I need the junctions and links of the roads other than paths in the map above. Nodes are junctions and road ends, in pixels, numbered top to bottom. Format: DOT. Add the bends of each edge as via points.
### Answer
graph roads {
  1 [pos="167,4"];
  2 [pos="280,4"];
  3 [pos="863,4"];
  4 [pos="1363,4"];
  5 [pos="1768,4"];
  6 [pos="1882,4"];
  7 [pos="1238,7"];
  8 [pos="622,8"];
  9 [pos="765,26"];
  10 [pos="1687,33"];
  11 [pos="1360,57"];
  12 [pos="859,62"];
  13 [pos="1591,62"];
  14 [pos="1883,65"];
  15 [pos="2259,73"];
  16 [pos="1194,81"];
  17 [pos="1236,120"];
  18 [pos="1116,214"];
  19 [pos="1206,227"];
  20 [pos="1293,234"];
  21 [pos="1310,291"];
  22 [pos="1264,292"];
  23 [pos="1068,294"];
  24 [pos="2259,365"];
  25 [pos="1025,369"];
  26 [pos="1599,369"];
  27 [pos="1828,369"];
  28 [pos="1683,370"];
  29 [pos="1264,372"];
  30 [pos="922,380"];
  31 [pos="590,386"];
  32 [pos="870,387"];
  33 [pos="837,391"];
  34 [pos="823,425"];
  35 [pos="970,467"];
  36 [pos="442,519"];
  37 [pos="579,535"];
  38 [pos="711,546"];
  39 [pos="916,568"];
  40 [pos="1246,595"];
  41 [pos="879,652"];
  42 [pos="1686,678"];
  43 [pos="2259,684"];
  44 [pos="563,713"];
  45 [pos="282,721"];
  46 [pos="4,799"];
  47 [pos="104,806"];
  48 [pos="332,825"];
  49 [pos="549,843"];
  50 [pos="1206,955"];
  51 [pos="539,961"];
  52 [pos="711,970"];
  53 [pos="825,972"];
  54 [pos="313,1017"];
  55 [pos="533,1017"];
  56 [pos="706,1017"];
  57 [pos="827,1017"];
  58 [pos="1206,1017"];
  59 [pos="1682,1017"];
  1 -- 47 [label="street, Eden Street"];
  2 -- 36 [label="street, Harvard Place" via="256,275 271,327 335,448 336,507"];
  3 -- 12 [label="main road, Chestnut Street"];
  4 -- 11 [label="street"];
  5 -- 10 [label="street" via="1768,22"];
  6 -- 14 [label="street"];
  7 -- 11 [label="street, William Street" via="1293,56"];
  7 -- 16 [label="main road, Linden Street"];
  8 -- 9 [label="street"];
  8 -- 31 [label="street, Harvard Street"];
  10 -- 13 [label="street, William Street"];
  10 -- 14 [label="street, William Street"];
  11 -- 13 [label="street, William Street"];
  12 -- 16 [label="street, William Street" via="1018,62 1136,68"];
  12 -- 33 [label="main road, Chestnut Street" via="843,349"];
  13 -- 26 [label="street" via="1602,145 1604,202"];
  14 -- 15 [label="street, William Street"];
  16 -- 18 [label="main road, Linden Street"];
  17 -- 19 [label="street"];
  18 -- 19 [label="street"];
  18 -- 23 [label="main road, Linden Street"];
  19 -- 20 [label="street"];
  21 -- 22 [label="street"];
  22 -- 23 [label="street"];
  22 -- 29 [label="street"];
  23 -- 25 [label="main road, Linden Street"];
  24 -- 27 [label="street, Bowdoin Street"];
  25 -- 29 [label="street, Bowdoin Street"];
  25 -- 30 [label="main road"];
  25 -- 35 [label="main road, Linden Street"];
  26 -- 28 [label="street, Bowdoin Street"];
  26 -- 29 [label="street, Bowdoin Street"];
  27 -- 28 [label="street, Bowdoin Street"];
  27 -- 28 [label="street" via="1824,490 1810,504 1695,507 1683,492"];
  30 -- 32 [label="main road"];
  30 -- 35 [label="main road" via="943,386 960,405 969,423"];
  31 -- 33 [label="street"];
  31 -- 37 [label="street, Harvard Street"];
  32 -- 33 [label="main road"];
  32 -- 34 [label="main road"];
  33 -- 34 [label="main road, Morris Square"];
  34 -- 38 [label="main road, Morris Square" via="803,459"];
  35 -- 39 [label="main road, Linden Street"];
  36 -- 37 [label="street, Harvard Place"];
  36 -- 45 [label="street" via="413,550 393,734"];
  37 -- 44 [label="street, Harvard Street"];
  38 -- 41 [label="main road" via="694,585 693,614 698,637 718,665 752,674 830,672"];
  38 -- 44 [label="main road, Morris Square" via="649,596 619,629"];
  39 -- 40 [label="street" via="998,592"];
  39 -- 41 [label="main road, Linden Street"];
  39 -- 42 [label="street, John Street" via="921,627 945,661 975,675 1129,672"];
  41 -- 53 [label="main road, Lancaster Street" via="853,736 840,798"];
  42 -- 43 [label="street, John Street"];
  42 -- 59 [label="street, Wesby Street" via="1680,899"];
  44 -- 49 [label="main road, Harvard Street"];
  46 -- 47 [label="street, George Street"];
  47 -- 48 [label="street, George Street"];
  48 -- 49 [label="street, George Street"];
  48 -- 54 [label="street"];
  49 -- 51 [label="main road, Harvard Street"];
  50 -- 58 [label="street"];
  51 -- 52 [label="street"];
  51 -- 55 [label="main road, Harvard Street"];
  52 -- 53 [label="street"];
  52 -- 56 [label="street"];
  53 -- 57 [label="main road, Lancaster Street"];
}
════════════════
The expected answer holds each line from the listing above where the string "Square" is present.

  33 -- 34 [label="main road, Morris Square"];
  34 -- 38 [label="main road, Morris Square" via="803,459"];
  38 -- 44 [label="main road, Morris Square" via="649,596 619,629"];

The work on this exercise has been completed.